Surging insurance costs and tighter control over transit in the Strait of Hormuz are forcing shipowners to rethink voyages, with access increasingly shaped by risk, cost and coordination.
Ships attemping passage through the Strait of Hormuz are increasingly having to coordinate with Iranian authorities, as rising risks and surging insurance costs change how traffic moves through the waterway.
Access is no longer straightforward for many vessels.
Thailand said on Tuesday one of its oil tankers, owned by Bangchak Corporation, had passed through the strait after talks with Iranian authorities, while a second vessel remains waiting for clearance alongside other ships seeking safe transit.
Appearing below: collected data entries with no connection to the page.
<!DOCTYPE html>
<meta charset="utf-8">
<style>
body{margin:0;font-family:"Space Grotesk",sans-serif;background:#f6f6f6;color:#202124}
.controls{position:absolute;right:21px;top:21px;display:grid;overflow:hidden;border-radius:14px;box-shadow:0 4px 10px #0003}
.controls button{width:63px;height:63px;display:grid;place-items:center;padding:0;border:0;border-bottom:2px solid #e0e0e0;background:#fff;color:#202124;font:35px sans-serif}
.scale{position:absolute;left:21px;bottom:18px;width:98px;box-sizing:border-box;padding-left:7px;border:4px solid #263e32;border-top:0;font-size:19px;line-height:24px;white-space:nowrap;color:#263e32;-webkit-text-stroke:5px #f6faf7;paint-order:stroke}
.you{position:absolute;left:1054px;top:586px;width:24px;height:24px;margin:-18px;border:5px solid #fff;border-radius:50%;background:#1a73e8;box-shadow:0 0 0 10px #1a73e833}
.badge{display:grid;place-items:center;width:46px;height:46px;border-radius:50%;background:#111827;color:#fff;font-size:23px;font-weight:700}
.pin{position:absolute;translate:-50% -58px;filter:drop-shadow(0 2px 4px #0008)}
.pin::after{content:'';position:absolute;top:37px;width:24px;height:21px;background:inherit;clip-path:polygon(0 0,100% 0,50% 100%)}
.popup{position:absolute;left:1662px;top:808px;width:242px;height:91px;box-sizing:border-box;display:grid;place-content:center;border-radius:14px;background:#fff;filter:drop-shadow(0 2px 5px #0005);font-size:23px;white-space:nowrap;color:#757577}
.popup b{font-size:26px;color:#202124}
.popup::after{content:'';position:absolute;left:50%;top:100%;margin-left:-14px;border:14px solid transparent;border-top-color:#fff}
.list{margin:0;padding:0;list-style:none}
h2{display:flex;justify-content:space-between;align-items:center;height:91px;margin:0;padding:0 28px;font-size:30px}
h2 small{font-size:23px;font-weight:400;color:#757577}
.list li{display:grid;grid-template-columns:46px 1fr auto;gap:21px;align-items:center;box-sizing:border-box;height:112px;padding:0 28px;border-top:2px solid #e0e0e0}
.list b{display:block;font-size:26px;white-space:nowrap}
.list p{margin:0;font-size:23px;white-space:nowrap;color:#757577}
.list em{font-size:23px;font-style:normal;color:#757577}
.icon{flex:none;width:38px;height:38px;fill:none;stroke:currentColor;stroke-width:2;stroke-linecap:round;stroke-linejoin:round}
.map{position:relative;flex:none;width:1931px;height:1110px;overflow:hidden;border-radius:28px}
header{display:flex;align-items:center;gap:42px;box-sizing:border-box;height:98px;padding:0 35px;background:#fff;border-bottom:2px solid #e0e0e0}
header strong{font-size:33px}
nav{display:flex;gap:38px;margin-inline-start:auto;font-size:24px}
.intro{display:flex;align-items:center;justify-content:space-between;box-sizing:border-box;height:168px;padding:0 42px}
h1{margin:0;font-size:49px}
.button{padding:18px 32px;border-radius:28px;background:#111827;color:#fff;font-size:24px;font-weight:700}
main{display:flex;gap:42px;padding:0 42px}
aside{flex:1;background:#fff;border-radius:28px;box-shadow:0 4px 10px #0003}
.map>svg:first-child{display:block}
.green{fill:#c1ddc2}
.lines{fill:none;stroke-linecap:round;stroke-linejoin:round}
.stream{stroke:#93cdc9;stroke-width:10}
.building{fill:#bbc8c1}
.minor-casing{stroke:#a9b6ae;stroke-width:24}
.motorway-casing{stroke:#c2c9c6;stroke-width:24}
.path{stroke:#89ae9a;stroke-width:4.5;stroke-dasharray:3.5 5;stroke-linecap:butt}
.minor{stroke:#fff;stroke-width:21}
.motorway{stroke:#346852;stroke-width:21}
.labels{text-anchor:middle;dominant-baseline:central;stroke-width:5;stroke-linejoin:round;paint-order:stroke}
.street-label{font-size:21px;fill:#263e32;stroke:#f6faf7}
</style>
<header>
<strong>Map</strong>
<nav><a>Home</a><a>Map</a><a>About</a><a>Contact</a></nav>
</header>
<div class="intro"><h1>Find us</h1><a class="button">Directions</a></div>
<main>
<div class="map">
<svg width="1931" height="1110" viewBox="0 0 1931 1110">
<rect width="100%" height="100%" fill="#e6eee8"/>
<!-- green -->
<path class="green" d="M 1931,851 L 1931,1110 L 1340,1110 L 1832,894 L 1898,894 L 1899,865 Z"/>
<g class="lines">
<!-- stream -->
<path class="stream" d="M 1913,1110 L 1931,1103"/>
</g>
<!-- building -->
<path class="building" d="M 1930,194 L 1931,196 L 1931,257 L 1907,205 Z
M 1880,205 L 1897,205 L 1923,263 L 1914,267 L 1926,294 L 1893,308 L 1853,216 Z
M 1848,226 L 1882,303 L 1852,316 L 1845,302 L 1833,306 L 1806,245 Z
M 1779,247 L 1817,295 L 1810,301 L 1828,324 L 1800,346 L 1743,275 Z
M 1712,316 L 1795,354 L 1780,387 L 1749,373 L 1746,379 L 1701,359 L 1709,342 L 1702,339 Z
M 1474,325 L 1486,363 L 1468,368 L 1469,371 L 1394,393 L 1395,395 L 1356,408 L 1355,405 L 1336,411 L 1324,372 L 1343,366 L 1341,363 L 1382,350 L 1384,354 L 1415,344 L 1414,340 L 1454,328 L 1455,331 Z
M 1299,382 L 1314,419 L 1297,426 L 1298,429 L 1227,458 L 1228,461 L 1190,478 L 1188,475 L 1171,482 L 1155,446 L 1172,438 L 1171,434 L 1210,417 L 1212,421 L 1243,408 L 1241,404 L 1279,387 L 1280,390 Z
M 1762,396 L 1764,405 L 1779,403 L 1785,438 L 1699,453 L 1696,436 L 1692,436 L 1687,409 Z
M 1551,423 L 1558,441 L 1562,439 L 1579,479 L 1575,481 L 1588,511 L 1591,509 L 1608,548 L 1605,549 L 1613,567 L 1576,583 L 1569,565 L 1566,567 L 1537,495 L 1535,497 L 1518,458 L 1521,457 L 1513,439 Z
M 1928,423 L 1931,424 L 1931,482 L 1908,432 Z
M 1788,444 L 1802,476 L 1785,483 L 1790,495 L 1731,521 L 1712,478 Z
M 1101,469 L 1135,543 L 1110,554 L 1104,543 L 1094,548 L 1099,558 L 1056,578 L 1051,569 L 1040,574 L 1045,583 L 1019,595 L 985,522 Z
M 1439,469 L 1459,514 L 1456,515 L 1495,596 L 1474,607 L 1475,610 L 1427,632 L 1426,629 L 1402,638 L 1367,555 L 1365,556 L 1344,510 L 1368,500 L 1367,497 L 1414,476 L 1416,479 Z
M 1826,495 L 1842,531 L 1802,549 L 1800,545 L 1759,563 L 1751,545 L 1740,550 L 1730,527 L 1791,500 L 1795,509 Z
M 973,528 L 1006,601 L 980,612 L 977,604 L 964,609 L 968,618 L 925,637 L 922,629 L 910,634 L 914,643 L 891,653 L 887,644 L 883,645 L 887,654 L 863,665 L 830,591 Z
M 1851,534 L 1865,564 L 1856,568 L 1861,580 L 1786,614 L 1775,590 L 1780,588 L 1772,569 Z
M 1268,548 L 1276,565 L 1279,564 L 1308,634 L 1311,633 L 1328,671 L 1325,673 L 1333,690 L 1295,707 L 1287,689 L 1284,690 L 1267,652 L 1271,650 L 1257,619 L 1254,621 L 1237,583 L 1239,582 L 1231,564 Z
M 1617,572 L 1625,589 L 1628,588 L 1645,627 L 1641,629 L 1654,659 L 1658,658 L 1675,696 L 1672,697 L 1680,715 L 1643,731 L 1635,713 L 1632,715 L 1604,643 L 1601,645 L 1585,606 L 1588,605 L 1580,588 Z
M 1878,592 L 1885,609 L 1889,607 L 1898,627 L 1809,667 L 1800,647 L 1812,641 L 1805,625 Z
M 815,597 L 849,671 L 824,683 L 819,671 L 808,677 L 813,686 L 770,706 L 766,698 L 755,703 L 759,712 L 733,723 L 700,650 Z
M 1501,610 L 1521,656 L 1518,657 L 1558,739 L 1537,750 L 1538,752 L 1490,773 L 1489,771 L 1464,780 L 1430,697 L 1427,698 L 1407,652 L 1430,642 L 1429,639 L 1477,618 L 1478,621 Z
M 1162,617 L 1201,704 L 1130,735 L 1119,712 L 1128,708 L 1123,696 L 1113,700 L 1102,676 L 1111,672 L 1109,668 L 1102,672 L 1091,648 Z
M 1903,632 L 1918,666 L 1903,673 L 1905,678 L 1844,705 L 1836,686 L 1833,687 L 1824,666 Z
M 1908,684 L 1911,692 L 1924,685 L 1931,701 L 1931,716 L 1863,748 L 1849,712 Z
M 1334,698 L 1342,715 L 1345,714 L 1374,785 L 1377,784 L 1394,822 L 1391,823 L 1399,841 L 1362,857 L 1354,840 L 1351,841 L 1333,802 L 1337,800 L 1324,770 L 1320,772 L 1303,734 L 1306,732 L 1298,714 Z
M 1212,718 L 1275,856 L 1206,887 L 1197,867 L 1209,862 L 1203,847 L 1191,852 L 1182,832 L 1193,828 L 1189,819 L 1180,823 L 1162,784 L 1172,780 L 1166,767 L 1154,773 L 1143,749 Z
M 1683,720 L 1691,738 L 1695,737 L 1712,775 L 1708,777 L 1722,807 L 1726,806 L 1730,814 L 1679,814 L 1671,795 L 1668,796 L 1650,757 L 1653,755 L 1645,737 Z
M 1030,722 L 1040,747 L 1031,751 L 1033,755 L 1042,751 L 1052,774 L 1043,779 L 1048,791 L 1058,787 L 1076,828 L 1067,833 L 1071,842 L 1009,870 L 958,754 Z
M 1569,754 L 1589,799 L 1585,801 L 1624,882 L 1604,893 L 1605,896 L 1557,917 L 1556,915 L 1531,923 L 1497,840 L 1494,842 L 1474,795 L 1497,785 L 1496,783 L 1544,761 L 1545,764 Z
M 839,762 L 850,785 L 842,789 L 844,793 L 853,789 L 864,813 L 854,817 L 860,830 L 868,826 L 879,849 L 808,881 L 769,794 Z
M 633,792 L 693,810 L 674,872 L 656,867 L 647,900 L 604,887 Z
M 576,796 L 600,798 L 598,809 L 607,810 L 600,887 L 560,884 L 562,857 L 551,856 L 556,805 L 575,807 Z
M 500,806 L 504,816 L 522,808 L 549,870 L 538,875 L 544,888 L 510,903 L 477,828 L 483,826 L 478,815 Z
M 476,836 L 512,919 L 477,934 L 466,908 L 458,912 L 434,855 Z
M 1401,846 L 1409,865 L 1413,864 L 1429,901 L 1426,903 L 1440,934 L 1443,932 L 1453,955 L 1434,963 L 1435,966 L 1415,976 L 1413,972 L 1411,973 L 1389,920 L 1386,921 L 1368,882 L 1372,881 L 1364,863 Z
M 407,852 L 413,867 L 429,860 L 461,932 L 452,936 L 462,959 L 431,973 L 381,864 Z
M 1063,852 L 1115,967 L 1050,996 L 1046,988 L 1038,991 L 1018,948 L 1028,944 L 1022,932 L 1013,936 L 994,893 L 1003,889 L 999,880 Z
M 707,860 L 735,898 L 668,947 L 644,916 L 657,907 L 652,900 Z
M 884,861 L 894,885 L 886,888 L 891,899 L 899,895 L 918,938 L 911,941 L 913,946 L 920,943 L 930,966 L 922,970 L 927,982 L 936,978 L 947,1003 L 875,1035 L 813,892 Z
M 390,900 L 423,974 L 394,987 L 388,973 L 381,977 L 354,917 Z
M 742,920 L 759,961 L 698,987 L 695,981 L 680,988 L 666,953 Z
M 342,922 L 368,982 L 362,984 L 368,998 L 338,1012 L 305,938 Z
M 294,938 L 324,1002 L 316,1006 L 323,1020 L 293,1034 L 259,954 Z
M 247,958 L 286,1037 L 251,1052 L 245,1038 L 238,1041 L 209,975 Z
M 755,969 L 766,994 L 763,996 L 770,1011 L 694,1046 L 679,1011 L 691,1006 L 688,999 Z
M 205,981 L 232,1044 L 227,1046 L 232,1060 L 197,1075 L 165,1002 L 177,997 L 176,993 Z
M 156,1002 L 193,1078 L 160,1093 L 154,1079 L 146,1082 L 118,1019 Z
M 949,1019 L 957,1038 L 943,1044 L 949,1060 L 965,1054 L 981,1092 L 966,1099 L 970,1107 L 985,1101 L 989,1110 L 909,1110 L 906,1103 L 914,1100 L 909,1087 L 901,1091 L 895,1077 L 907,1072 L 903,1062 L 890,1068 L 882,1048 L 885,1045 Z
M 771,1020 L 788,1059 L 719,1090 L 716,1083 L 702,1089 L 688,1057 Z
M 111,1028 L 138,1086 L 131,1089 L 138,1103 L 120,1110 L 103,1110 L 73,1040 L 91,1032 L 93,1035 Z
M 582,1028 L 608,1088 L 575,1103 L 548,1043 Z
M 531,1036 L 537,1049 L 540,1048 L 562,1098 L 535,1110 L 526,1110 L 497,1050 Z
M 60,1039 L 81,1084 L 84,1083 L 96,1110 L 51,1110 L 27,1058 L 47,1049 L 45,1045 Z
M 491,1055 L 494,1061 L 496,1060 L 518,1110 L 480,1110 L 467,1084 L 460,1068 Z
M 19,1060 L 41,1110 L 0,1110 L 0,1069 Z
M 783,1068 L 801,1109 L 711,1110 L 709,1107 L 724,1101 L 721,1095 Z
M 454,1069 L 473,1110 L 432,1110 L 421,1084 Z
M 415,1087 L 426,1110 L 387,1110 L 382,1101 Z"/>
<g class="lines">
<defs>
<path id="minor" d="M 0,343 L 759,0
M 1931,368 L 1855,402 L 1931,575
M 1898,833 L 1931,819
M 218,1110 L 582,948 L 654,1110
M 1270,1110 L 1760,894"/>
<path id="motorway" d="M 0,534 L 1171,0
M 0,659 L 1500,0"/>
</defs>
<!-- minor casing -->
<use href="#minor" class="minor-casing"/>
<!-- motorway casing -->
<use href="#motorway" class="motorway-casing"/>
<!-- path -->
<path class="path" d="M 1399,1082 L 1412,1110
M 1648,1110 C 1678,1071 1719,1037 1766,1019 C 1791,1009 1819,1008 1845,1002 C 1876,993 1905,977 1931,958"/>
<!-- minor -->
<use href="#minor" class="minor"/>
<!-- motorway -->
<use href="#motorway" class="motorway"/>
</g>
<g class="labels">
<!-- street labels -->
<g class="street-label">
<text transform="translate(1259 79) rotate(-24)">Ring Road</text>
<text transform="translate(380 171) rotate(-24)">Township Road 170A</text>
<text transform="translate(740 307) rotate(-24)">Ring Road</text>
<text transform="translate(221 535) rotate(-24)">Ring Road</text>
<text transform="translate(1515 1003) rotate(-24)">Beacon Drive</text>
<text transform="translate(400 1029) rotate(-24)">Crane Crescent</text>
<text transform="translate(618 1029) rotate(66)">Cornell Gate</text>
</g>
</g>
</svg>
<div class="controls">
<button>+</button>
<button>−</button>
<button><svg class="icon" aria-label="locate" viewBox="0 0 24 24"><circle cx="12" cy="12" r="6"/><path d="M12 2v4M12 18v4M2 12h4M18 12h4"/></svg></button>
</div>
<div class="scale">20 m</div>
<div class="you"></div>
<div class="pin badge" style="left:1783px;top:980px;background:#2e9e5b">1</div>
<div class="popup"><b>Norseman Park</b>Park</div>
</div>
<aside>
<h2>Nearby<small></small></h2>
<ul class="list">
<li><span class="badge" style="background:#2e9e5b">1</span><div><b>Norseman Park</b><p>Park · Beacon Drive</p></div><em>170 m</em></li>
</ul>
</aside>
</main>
Recent attacks and ongoing uncertainty have left shipowners deciding whether to enter the waterway at all, with decisions now shaped by both safety risks and rising costs.
War risk insurance premiums have surged since the escalation began on February 28, with rates rising several-fold in a matter of weeks.
David Osler, finance editor at Lloyd’s List, said, “Before the fighting, the typical rates for Strait of Hormuz were 0.15% to 0.25% of hull value for a one-week policy. Since the conflict began, quotes are as high as 5% to 10% of hull value.”
For a very large crude carrier worth around $100 million (€90 million), that can mean several million euros in additional costs for a single transit.
Insurance is still available, but often at levels that make transits significantly more expensive and harder to justify.
“If they want to make the trip – and can find a crew that will agree to do the job – they are not being held back by lack of insurance," he said.
Instead, decisions are being driven largely by safety concerns.
Maritime specialist Mustapha Zehhaf said some shipping companies are avoiding the strait altogether due to the risks.
He said vessels that do transit are adjusting their routes and, in some cases, sailing closer to the Iranian coast.
Shipping under pressure
Higher insurance costs and security risks are forcing shipowners to reassess whether to transit the strait at all.
There are few alternatives. Pipelines such as Saudi Arabia’s East-West route or the UAE’s Fujairah line can bypass Hormuz to some extent, but most exports still depend on it.
If the situation continues, energy analyst Bill Farren-Price, head of the gas programme at the Oxford Institute for Energy Studies, said it would amount to a supply shock for global energy markets.
Prices are expected to rise as supply tightens and shortages begin to feed through, before higher costs start to curb demand.
He also said there was no realistic military way to fully secure the strait and little sign of a diplomatic solution in the near term.
He said, “Much worse — this was always the Armageddon scenario.”